Grid2Matrix: Revealing Digital Agnosia in Vision-Language Models

arXiv cs.CV / 4/14/2026

💬 OpinionSignals & Early TrendsIdeas & Deep AnalysisModels & Research

Key Points

  • The paper introduces Grid2Matrix (G2M), a controlled benchmark for vision-language models that tests whether they can faithfully reconstruct an image-defined grid into a correct color-to-number matrix.
  • Using G2M with increasing visual complexity, the authors observe a sharp early collapse in zero-shot end-to-end performance, where models fail even on relatively small grids rather than degrading smoothly.
  • Probing VLM visual encoders shows they retain substantially more grid information than what the full end-to-end system outputs, indicating the problem is not solely due to visual feature extraction.
  • The authors characterize a structured error pattern that depends on how grid cells align with the model’s visual patch boundaries, and they coin the gap between recoverable visual features and expressed language as “Digital Agnosia.”
  • Common mitigations like scaling and multimodal alignment do not fully remove the failure mode, and G2M is proposed as a testbed for tasks where missing fine visual details matters (e.g., tables, charts, forms, GUIs).

Abstract

Vision-Language Models (VLMs) excel on many multimodal reasoning benchmarks, but these evaluations often do not require an exhaustive readout of the image and can therefore obscure failures in faithfully capturing all visual details.

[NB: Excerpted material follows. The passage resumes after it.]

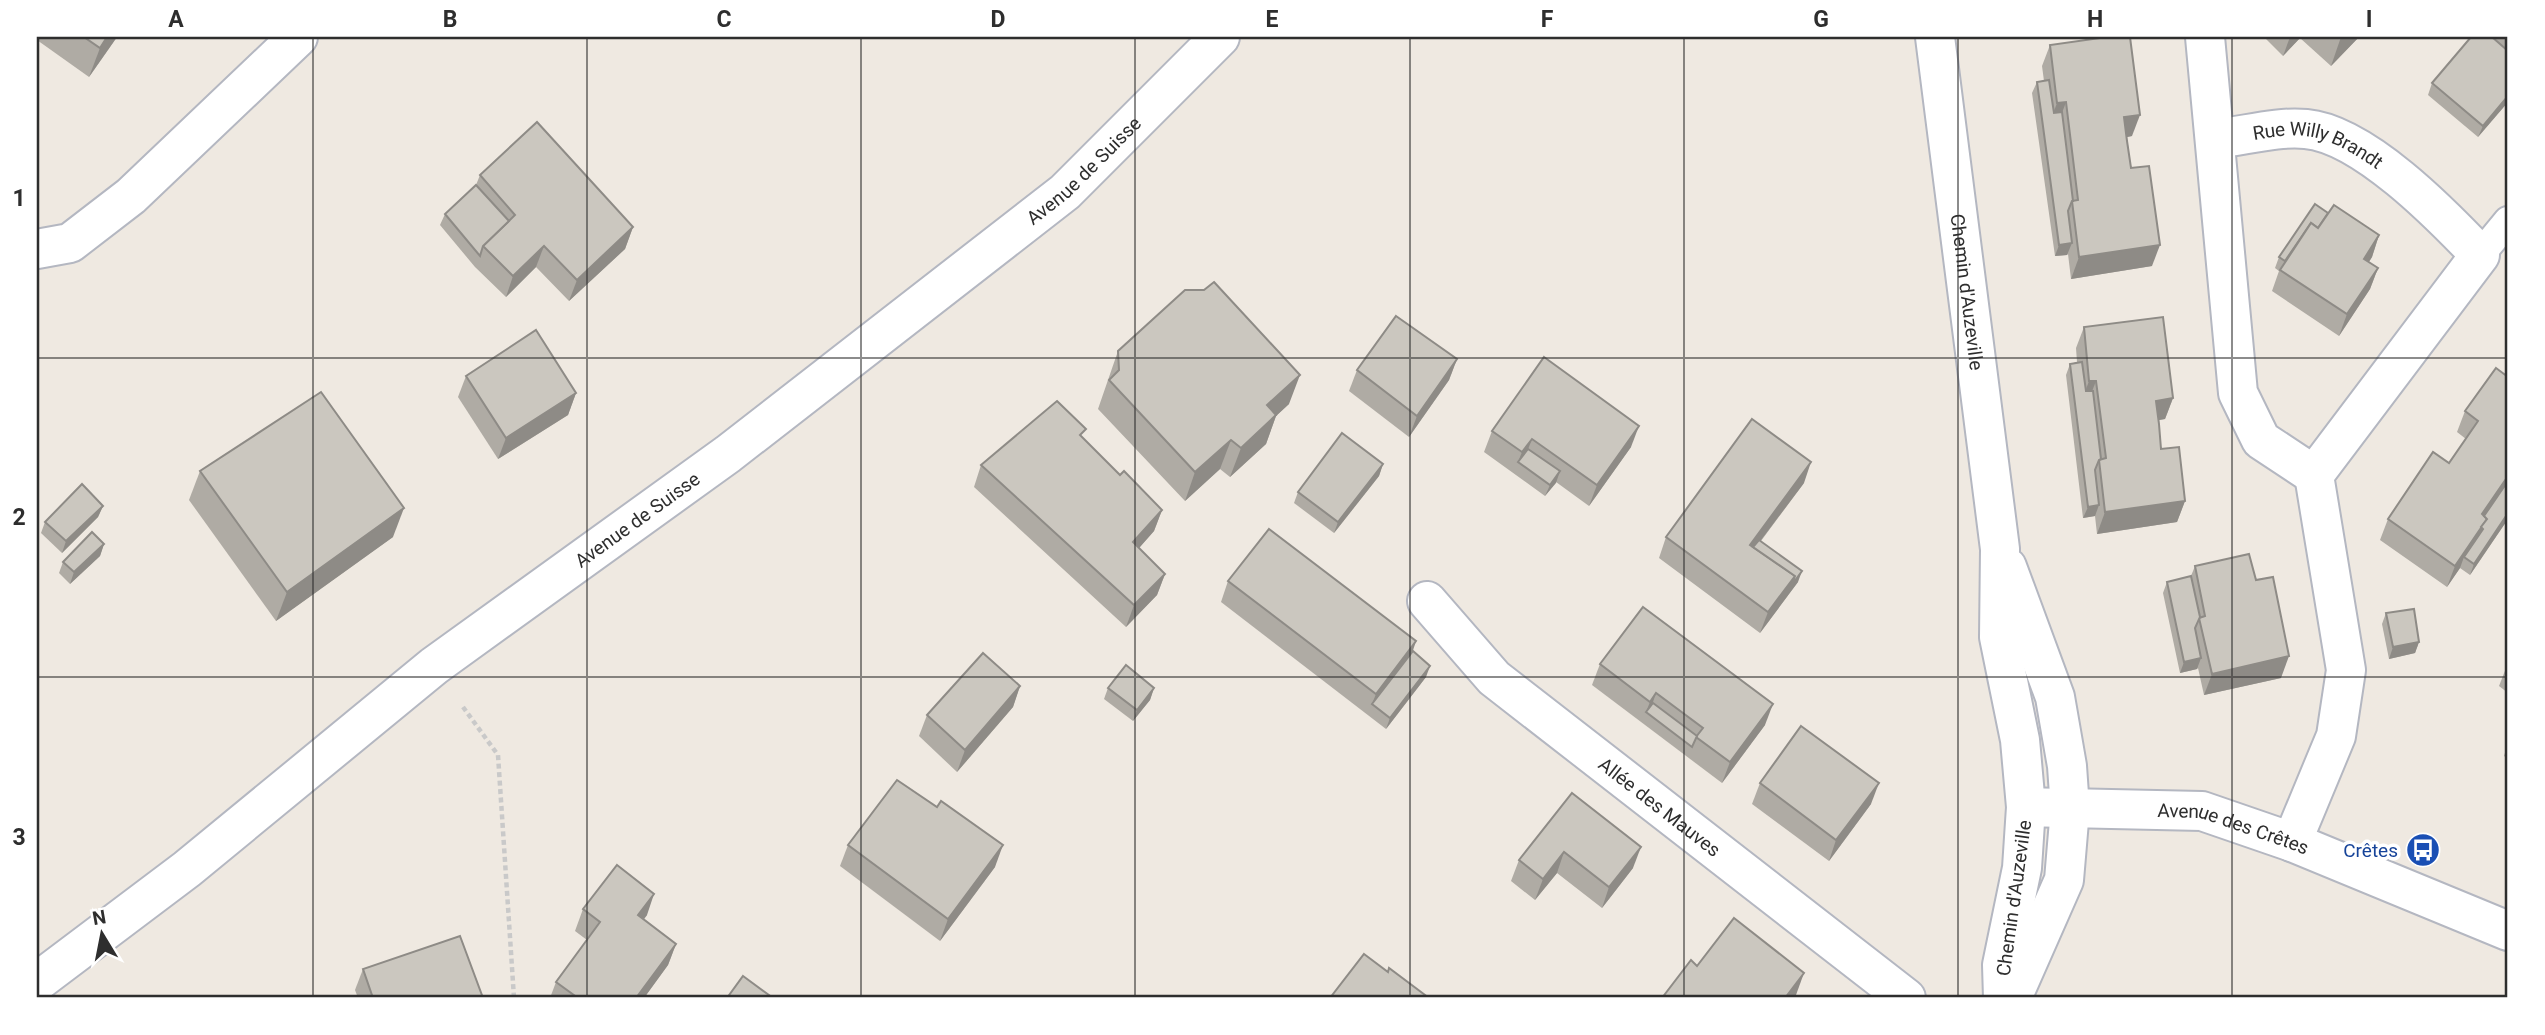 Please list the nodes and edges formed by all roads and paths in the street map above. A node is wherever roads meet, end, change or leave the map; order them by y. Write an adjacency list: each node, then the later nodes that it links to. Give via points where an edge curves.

We introduce Grid2Matrix (G2M), a controlled benchmark in which a model is shown a color grid and a color-to-number mapping, and must output the corresponding matrix. By varying grid size and the number of colors, G2M provides a simple way to increase visual complexity while minimizing semantic confounds. We find that VLMs exhibit a sharp early collapse in zero-shot end-to-end evaluation, failing on surprisingly small grids rather than degrading gradually as the task becomes denser. We probe the visual encoders of VLMs from two representative families and find that they preserve substantially more of the grid information than the corresponding end-to-end outputs. This suggests that the failure is not explained by visual encoding alone, but also reflects a gap between what remains recoverable from visual features and what is ultimately expressed in language. We term this gap \textit{Digital Agnosia}. Further analyses show that these errors are highly structured and depend strongly on how grid cells overlap with visual patch boundaries. We also find that common strategies such as model scaling and multimodal alignment do not fully eliminate this failure mode. We expect G2M to serve as a useful testbed for understanding where and how VLMs lose fine visual details, and for evaluating tasks where missing even small visual details can matter, such as tables, charts, forms, and GUIs.